Each line of the data below holding the word "Upton" must be copied.

──────── Record extracts ────────

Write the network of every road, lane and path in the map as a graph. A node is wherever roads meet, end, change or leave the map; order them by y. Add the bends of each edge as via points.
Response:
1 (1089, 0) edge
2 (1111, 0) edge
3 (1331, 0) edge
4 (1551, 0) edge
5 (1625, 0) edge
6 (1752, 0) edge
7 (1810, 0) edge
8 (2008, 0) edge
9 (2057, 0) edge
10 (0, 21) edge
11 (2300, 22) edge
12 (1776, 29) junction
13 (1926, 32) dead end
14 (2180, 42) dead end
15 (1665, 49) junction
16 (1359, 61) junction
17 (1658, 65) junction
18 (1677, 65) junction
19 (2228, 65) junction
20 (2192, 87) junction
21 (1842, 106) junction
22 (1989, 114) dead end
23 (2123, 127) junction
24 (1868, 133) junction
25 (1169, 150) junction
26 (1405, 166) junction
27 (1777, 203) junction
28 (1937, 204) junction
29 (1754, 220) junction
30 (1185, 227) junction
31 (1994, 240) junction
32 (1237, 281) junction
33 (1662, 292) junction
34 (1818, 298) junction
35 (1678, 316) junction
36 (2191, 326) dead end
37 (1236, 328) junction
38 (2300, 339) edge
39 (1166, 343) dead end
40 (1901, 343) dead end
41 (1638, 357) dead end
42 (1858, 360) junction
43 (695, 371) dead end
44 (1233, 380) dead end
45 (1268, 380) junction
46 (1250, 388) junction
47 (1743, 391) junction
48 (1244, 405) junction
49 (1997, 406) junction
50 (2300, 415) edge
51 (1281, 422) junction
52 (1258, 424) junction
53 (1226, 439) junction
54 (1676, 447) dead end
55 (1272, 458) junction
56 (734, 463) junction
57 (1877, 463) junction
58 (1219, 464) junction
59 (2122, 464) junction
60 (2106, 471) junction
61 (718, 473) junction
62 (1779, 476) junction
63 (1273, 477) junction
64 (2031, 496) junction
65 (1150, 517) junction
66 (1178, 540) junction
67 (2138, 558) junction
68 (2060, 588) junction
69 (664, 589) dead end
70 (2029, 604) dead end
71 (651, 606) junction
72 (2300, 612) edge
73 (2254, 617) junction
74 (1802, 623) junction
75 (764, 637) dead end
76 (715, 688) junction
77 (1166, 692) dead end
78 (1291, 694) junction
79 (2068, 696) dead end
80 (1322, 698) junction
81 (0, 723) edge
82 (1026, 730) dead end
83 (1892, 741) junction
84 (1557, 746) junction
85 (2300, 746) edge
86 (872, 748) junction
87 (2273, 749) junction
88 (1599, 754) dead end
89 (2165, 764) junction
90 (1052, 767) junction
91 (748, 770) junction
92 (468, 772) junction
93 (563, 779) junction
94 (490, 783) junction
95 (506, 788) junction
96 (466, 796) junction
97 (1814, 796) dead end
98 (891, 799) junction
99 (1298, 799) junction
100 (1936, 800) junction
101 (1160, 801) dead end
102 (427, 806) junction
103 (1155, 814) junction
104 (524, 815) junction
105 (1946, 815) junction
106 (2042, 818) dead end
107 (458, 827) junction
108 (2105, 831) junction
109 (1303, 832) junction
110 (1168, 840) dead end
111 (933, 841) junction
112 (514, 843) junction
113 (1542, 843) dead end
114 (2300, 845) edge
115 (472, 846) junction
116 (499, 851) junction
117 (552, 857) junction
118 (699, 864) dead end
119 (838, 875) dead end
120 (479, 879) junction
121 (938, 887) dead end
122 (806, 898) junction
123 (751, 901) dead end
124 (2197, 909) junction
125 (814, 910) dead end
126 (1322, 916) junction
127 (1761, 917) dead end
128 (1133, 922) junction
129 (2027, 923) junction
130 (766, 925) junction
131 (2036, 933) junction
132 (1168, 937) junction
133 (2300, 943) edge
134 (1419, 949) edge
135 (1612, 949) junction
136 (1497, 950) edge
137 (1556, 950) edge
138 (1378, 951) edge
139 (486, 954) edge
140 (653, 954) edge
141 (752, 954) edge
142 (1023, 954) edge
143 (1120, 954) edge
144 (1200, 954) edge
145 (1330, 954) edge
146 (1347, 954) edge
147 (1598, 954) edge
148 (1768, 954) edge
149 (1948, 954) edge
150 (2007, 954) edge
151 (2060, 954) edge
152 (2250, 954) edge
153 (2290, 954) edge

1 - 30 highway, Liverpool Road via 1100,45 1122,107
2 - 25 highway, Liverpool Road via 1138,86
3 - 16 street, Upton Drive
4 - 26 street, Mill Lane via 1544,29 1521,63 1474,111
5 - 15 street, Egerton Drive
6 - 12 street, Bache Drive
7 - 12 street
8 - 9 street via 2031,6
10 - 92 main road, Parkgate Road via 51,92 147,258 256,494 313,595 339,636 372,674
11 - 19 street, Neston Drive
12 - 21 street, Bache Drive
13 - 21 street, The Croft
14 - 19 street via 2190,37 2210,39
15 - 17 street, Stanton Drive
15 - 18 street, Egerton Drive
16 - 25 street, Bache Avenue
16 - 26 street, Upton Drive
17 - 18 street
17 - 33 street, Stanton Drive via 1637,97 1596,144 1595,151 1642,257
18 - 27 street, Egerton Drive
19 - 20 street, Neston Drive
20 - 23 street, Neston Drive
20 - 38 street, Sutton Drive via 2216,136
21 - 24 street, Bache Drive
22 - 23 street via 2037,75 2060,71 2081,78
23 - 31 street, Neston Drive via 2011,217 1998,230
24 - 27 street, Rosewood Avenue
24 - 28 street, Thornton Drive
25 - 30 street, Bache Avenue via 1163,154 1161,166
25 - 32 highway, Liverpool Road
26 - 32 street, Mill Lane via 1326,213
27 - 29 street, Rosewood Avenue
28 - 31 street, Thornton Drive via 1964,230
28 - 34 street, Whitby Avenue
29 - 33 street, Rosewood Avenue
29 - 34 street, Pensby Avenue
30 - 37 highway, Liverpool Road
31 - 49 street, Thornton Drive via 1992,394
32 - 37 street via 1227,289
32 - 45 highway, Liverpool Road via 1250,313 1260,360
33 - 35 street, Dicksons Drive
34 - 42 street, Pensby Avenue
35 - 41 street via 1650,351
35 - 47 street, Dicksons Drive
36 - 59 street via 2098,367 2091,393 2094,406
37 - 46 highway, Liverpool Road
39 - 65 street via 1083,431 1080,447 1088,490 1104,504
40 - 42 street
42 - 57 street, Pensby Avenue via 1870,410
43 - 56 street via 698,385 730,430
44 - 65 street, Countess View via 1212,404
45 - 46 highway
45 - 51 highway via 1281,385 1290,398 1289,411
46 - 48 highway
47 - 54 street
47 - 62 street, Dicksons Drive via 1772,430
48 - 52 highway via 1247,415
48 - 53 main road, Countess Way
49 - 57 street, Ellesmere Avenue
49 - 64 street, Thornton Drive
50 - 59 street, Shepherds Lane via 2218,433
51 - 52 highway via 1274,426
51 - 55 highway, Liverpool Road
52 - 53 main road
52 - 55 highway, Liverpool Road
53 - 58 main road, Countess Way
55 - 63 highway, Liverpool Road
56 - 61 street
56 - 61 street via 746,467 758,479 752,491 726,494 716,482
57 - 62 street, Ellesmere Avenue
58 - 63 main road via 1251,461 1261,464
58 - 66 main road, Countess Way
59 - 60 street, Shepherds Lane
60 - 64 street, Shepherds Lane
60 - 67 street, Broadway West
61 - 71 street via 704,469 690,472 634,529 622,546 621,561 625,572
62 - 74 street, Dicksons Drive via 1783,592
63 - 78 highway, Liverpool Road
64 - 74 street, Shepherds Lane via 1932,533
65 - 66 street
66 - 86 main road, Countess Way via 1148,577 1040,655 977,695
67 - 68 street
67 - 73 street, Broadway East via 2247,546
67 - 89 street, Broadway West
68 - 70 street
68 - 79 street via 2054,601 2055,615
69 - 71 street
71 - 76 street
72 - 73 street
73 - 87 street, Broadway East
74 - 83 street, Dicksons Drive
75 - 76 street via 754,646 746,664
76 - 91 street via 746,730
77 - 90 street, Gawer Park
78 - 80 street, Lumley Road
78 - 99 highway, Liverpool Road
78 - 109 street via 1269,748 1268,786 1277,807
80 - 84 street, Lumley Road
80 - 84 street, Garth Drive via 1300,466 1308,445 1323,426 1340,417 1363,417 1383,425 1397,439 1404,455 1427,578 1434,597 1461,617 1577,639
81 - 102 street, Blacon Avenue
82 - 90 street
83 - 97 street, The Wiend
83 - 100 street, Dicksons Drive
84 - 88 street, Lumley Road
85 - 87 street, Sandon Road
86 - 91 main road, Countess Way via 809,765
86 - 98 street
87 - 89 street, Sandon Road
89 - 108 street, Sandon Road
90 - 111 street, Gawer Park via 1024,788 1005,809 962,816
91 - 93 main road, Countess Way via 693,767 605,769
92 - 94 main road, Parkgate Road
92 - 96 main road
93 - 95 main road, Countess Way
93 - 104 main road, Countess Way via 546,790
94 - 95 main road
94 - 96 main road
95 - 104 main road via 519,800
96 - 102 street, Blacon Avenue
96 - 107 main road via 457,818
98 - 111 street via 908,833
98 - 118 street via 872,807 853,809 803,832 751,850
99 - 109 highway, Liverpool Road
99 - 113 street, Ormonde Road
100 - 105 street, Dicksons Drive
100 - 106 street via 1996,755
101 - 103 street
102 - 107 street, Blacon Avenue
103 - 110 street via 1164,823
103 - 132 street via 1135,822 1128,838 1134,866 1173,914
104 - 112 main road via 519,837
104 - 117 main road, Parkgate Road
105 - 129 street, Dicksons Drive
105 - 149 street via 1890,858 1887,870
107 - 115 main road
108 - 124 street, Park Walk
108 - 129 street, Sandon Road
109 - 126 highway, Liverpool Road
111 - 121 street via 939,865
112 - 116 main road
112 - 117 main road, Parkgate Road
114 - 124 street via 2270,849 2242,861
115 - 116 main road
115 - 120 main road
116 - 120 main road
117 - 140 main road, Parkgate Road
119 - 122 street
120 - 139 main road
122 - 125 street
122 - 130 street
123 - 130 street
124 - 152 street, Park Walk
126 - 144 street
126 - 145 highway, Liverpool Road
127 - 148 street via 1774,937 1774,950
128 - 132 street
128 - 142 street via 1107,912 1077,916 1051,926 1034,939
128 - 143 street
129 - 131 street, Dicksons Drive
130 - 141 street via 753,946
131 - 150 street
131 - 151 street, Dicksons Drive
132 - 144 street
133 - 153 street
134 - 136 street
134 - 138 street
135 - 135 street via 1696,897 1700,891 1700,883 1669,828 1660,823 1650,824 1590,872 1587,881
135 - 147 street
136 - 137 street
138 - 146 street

────────

§ **Solution for this exercise**:
3 - 16 street, Upton Drive
16 - 26 street, Upton Drive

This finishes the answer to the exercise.